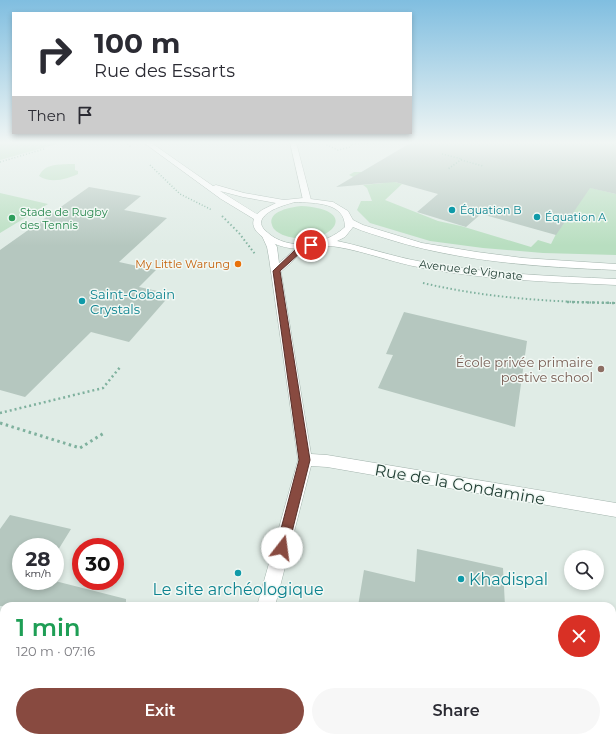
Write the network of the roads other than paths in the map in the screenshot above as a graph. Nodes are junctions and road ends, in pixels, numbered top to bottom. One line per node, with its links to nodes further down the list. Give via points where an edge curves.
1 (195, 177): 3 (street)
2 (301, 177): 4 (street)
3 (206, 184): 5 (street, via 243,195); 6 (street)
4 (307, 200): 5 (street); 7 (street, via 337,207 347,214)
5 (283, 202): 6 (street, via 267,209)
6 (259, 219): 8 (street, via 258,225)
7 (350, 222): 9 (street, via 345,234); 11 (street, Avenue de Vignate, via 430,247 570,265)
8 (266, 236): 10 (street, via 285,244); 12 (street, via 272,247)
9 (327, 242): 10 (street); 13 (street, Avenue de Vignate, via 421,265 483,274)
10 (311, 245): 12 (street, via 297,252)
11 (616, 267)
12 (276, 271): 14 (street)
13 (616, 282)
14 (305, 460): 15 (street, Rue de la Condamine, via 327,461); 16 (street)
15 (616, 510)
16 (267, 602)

════════════════

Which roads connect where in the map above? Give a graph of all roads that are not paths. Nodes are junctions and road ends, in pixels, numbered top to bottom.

════════════════

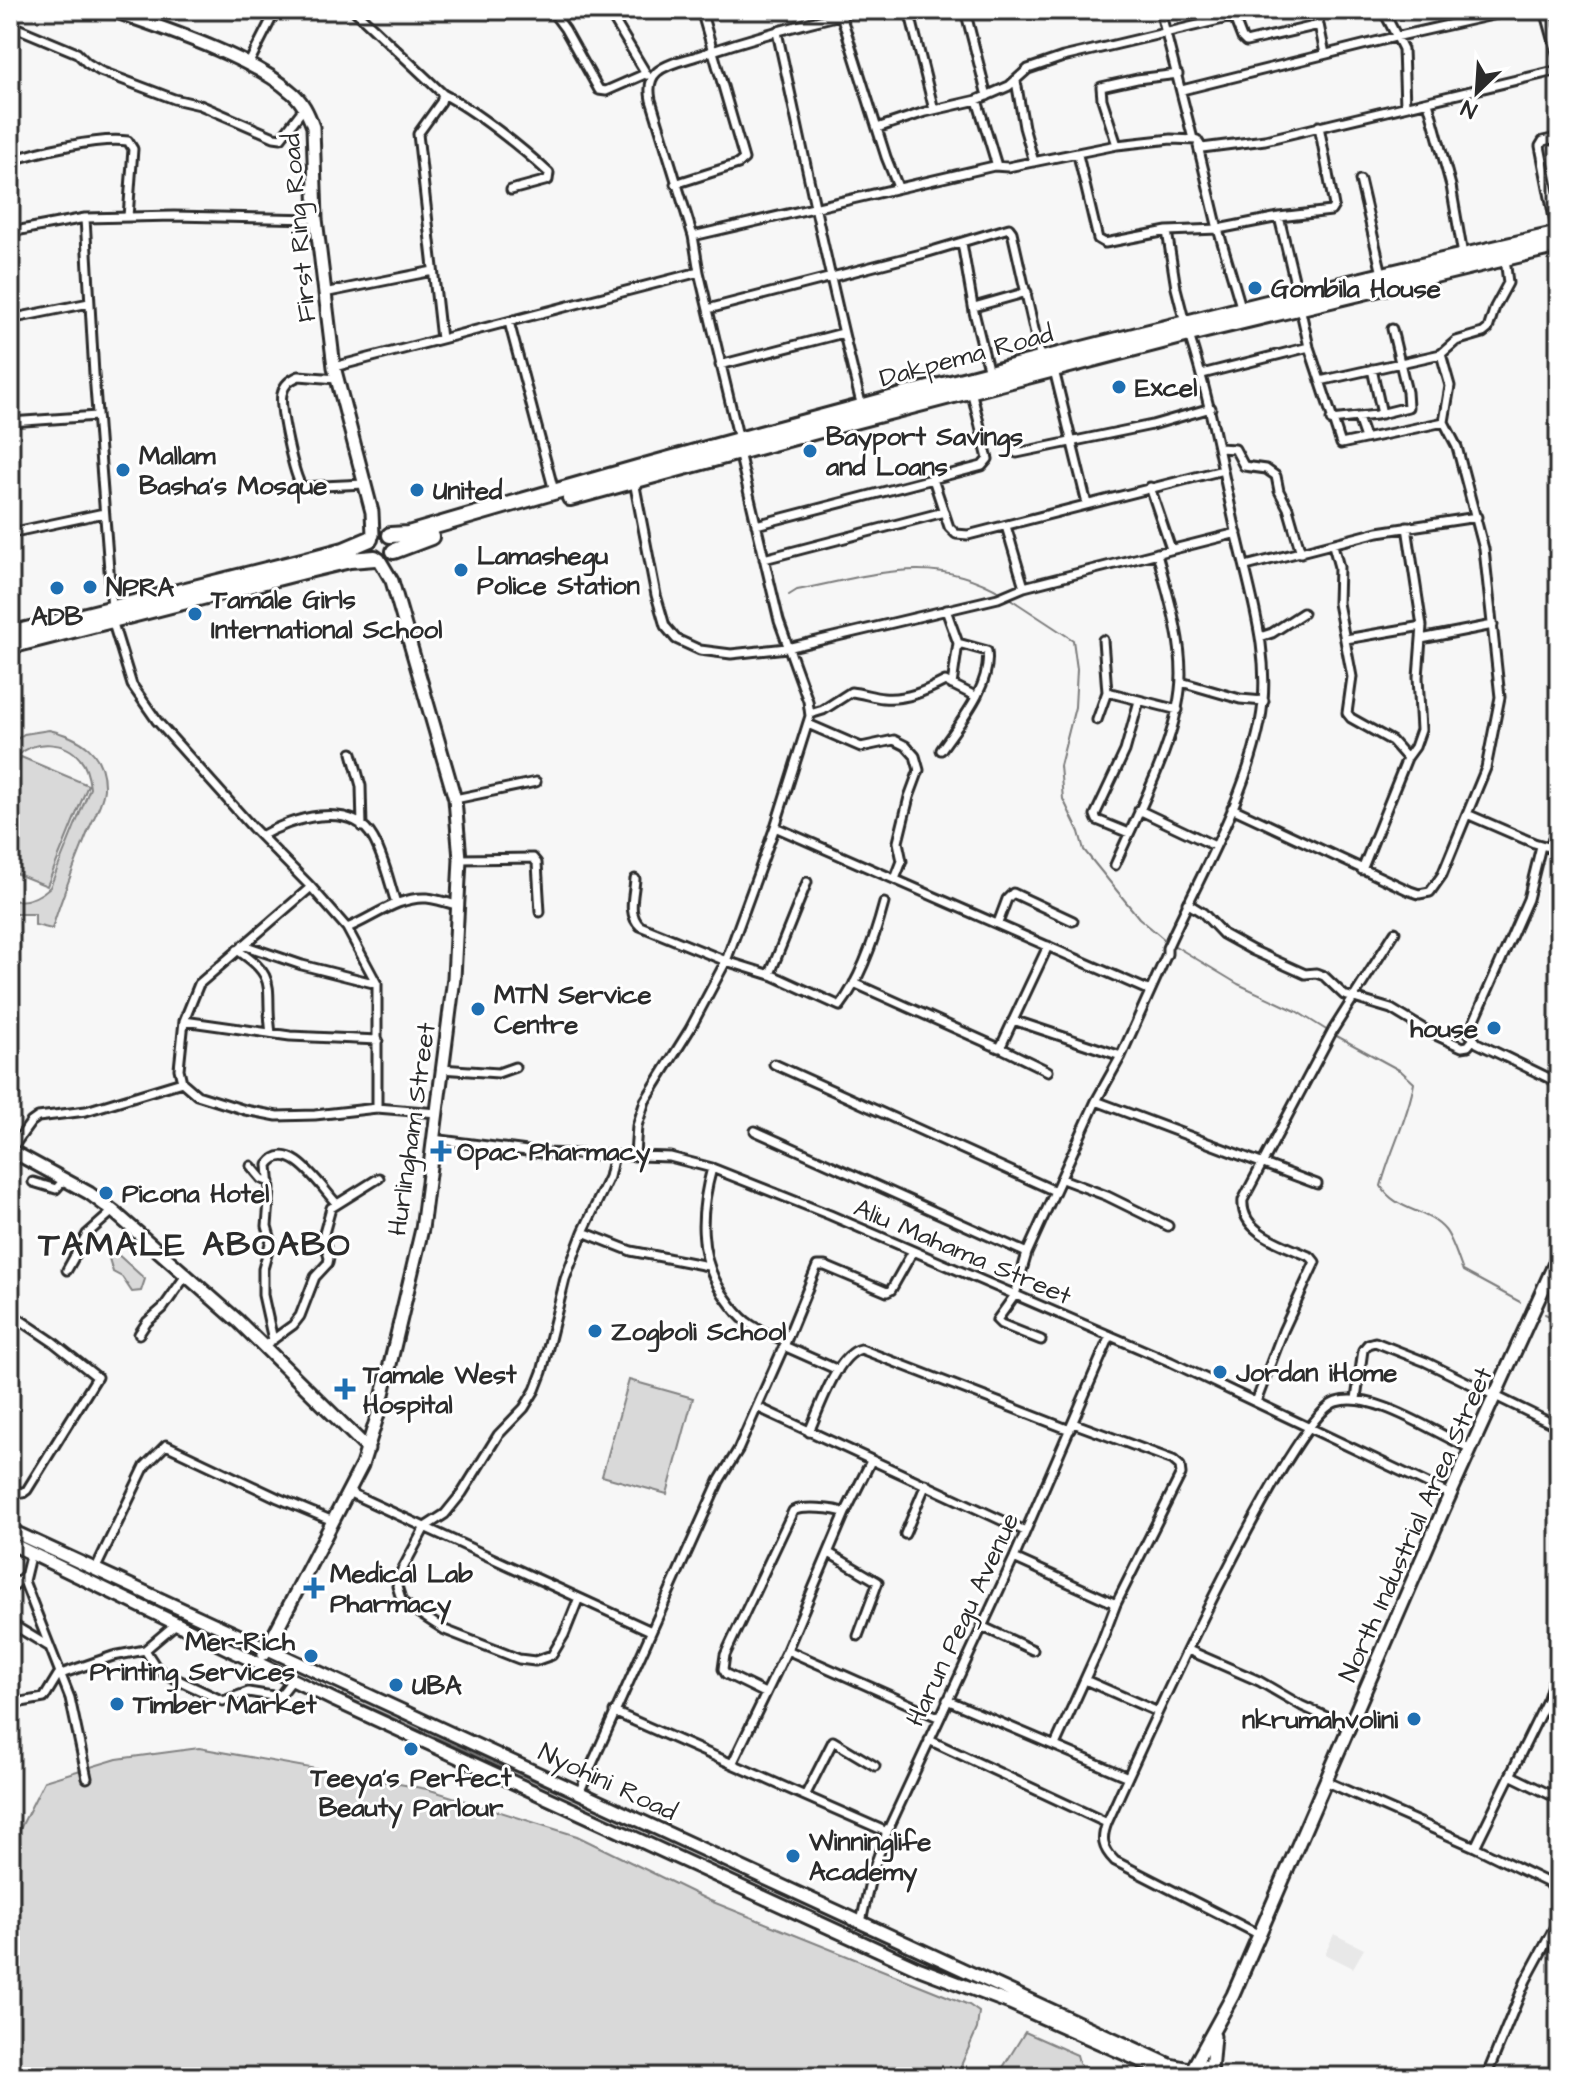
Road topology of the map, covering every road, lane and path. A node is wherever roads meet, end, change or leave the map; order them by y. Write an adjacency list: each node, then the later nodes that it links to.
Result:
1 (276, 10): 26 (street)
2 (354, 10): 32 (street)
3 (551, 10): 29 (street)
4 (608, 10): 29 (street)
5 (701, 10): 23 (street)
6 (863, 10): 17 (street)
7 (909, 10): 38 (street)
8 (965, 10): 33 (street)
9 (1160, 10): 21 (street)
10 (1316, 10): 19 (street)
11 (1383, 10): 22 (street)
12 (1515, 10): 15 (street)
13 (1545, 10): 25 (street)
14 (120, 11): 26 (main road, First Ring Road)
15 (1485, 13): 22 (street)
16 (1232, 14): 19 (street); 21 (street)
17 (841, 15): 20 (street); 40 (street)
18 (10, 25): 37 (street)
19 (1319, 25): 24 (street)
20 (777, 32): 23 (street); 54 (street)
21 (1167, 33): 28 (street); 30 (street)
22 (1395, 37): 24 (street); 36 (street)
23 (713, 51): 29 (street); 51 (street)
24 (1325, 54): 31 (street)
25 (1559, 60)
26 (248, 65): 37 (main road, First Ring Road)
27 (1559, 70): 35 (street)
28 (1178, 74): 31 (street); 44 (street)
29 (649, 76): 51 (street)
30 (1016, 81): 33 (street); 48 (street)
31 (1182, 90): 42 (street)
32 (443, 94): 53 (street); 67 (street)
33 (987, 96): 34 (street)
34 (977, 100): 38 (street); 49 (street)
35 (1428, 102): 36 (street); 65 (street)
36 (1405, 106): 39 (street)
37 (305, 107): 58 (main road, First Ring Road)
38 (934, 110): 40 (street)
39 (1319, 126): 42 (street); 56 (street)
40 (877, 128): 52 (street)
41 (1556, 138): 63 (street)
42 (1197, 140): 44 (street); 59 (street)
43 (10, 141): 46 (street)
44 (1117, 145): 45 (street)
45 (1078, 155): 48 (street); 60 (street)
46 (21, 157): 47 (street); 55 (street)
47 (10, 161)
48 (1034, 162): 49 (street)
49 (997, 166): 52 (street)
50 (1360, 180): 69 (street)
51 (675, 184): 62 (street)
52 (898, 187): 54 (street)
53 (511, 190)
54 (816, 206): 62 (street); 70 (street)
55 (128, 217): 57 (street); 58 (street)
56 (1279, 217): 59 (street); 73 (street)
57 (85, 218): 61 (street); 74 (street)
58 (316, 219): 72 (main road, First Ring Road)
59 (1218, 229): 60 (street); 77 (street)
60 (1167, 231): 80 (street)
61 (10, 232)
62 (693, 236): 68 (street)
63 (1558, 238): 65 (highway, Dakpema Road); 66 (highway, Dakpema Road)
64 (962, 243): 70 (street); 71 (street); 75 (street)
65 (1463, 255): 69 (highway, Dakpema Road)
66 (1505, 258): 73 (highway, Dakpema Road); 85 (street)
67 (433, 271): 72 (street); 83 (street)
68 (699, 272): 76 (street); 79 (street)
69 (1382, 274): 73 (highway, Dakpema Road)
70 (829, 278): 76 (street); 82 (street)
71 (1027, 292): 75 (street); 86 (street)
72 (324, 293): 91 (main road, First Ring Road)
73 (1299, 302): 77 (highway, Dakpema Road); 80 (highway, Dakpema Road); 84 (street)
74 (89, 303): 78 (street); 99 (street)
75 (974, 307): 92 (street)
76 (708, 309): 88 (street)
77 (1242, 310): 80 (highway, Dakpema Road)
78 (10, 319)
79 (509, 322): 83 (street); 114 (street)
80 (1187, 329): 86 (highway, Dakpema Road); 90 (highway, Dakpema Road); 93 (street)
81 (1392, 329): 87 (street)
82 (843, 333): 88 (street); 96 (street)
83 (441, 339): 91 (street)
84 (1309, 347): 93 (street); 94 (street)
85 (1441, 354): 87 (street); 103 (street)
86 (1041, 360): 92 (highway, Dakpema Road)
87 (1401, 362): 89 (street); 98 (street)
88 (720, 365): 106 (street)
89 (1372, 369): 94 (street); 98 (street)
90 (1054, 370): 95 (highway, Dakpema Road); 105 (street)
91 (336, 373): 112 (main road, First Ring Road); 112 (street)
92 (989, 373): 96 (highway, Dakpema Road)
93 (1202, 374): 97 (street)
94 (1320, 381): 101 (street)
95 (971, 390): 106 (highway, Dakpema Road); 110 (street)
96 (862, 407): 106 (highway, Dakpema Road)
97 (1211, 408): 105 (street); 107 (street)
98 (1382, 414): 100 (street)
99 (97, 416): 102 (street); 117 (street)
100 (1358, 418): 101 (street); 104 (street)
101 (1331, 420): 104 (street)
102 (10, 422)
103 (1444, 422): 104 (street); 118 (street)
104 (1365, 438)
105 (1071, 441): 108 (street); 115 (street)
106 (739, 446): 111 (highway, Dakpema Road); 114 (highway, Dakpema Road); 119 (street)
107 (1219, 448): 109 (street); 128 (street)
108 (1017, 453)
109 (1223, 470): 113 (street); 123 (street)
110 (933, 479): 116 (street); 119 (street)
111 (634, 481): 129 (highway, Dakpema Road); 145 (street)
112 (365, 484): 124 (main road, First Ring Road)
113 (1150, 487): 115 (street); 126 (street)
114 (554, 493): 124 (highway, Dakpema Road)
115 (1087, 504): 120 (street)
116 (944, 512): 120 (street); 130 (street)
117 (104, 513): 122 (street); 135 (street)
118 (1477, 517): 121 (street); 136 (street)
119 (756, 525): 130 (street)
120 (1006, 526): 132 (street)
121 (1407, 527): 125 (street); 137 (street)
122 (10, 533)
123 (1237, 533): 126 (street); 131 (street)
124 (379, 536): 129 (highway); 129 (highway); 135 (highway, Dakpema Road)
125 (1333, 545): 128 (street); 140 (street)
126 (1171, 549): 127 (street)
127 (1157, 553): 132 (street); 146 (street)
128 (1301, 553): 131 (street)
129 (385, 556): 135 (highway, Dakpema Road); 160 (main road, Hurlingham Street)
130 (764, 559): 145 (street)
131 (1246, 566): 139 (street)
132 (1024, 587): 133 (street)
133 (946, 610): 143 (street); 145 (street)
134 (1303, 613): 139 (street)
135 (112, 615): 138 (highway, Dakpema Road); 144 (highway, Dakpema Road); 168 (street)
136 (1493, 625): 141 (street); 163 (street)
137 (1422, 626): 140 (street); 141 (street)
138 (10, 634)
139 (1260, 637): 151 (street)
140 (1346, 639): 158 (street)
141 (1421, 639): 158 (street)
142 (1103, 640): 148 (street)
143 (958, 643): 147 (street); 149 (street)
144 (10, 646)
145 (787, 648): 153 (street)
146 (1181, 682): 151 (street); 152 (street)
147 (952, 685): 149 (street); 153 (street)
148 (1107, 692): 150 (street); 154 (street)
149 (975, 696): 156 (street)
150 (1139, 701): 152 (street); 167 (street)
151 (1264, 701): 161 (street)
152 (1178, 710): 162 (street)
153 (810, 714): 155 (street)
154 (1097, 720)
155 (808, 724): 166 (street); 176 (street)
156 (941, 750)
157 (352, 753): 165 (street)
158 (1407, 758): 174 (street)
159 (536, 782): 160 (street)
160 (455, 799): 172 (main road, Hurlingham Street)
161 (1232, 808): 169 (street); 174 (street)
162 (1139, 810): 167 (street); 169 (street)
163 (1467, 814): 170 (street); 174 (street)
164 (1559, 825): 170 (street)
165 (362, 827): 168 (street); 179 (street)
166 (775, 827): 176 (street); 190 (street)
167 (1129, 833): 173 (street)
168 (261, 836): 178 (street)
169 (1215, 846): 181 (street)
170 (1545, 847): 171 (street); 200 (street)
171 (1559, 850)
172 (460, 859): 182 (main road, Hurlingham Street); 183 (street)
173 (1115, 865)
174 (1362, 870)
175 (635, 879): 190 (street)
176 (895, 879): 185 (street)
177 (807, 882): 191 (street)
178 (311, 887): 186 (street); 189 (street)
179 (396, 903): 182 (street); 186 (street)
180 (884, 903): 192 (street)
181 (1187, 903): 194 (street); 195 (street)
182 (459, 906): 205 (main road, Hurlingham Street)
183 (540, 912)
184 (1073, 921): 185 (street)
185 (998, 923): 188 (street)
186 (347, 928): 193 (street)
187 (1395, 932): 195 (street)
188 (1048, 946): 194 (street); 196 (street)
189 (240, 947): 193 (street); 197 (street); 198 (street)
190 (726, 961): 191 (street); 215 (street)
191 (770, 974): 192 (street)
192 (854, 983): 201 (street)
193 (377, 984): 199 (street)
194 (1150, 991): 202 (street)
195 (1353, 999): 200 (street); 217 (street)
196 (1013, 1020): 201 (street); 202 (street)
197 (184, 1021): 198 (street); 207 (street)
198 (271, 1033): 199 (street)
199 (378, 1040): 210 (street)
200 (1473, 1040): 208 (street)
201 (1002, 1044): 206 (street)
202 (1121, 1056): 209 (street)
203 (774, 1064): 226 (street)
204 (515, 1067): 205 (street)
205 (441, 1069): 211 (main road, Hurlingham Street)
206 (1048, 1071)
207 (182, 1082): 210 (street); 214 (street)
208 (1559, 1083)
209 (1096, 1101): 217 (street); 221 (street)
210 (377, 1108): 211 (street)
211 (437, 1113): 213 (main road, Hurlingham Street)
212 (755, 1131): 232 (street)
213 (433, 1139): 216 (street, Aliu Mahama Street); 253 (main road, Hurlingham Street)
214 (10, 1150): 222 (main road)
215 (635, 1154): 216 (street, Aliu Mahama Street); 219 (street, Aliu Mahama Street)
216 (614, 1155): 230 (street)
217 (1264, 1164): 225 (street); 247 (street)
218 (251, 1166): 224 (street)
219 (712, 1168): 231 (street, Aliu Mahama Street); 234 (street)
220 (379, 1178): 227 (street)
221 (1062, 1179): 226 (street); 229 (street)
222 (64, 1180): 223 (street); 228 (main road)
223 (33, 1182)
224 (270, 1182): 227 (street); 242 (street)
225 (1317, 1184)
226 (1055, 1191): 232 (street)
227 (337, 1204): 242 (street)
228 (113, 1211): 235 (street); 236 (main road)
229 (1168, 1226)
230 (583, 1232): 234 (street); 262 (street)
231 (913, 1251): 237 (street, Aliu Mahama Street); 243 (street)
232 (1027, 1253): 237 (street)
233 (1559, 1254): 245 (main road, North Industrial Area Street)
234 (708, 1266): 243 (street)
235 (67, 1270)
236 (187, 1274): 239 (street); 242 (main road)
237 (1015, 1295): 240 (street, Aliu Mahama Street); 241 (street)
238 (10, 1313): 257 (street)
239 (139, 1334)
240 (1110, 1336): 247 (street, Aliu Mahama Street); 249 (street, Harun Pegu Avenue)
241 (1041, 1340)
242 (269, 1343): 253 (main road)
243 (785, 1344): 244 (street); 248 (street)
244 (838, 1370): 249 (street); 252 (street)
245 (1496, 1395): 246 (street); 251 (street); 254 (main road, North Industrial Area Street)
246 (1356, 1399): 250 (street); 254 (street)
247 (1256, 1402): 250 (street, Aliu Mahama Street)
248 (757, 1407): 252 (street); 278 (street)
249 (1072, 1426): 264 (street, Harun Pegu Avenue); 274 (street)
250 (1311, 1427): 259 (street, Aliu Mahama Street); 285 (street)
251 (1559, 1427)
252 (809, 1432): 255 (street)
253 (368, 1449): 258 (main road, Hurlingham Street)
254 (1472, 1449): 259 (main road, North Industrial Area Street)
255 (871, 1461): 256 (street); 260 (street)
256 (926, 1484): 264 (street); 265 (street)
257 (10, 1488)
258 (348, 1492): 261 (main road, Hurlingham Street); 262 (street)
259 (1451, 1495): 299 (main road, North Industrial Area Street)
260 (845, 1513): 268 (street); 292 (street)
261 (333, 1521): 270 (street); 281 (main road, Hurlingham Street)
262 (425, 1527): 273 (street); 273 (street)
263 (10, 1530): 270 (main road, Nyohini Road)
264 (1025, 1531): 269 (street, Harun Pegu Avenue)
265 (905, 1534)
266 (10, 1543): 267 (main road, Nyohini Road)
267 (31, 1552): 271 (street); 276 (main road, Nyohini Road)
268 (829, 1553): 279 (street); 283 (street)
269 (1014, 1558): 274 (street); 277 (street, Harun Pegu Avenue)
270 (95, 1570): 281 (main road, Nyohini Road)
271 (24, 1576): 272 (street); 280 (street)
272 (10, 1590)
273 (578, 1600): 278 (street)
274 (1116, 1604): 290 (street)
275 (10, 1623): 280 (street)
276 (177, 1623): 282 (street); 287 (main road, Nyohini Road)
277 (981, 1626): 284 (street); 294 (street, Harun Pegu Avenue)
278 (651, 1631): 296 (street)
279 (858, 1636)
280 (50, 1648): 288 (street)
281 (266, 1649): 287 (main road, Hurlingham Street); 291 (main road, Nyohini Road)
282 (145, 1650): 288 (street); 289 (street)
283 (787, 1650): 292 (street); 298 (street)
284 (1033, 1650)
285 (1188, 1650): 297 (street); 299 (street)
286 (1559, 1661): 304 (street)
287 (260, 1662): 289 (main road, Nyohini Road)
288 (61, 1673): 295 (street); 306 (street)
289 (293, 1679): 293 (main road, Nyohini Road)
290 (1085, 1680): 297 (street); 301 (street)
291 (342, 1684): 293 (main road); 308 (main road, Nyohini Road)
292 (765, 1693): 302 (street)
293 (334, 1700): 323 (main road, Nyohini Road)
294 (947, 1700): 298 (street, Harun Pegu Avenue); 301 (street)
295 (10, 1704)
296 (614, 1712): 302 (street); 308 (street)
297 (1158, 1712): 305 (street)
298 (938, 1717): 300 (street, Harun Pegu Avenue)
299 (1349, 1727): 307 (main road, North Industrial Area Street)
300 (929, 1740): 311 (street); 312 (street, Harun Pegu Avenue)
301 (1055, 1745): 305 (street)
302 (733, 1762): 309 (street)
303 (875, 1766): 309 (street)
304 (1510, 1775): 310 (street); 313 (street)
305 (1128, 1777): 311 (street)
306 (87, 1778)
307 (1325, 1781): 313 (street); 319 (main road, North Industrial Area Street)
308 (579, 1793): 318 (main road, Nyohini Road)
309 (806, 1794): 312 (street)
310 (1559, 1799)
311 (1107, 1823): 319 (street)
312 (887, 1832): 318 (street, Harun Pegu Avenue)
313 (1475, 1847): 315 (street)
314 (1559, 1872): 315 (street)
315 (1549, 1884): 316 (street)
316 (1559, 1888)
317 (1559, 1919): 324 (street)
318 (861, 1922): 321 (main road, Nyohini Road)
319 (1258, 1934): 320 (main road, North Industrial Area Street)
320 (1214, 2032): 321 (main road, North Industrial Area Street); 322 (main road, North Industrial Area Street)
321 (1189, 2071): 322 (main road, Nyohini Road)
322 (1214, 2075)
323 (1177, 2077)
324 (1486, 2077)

════════════════

→ What to produce
From the material above, copy every line where the word "that" is found.

→ Result for this exercise
Which roads connect where in the map above? Give a graph of all roads that are not paths. Nodes are junctions and road ends, in pixels, numbered top to bottom.
Road topology of the map, covering every road, lane and path. A node is wherever roads meet, end, change or leave the map; order them by y. Write an adjacency list: each node, then the later nodes that it links to.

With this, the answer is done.